To the Editor

I read with interest your December editorial1 concerning international nonproprietary name (INN) rules for the naming of biosimilars and agree with the opinions expressed, especially the last paragraph. I believe the pressure exerted by the Biotechnology Industry Organization (BIO; Washington, DC) and some manufacturers of the original biological therapeutics to promote separate INN naming for biosimilars by the World Health Organization (WHO; Geneva) is part of a strategy to frame biosimilars as different and inferior.

For decades, industry has been producing different, original biological products with different labeling but the same INN: examples include interferon beta 1a and somatotropin. This was apparently never a problem for BIO or manufacturers, so why is it now an issue with biosimilars?

BIO exaggerates the impact of INN naming on the traceability of biosimilar treatment in the case of safety incidents. This is exemplified in the antibody-associated pure red cell aplasia (PRCA) cases occurring after a formulation change of an epoetin product and first reported in 2002. In the cohort of >60 PRCA patients described by Nicole Casadevall, who discovered this side effect, only three received this epoetin only, complicating the linking of the safety issue to the specific product. Relying on INN alone also makes it impossible to identify the relatively common batch-dependent safety issues. Registering the batch given to individual patients is far more logical and is also made relatively easy using the bar codes present on the product packages.

I agree with the editorial that the introduction of biosimilar INN naming implies that originator products should likewise be renamed after major manufacturing changes. In 2011, in this journal, Scheistl et al.2 showed major differences introduced by such changes, exceeding the differences accepted between reference product and biosimilar. None of these changes were mentioned in the product information, and physicians were therefore unaware that they were treating patients with a different product.

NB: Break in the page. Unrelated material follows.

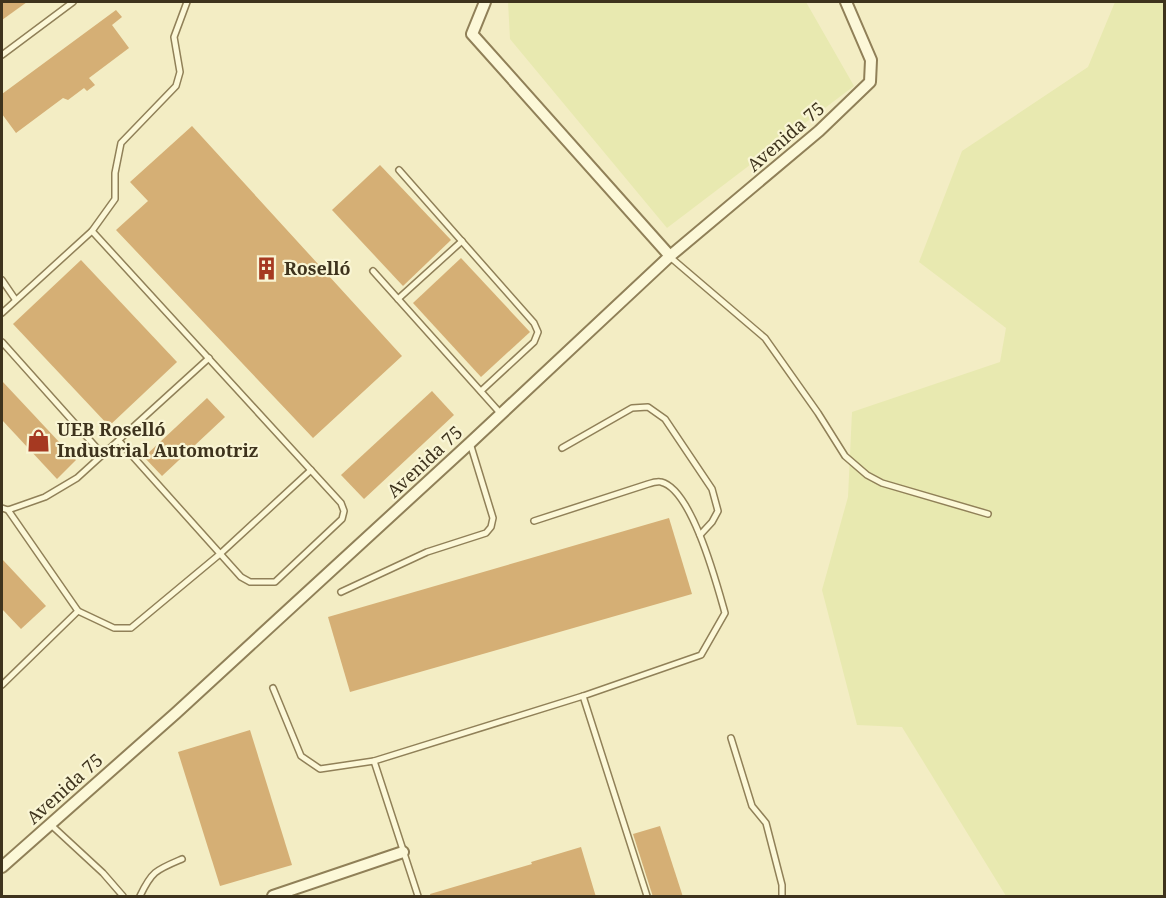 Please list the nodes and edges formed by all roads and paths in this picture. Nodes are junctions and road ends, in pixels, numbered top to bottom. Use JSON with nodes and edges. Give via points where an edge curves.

There are also some practical problems to solve before the INN system can be applied to biosimilars. It is a passive system, and an INN is only issued by the WHO on request. Transforming this into a mandatory and enforceable system will be virtually impossible. Also, an INN can only be given to a defined chemical structure, whereas biologicals are nearly always mixtures of naturally occurring or process-induced variants. For example, both epoetin alfa and epoetin beta are mixtures of five or six naturally occurring major glycoforms with significant differences in glycan structure. The alfa or beta suffix in the INN designates a defined glycan structure. But the INN of the epoetins has never been attached to a specific glycoform.

The apartheid regime for biosimilars advocated by BIO is only part of its policy to defame these products as inferior and to block their market introduction. Developing countries are currently an important target for BIO, where affordable biosimilars are the only means for most patients to be treated with biologics. Therefore, governments in countries like Colombia are introducing legislation carefully designed to allow safe and effective biosimilars while avoiding having regulatory standards impede accessibility. BIO is lobbying fiercely up to the highest political levels for biosimilar guidelines in developing countries that would make the marketing of many highly needed biosimilars impossible. Your editorial is an important signal for governments and regulators and confirms your journal as the voice of reason in a biotech field increasingly dominated by pseudoscience and marketing slogans.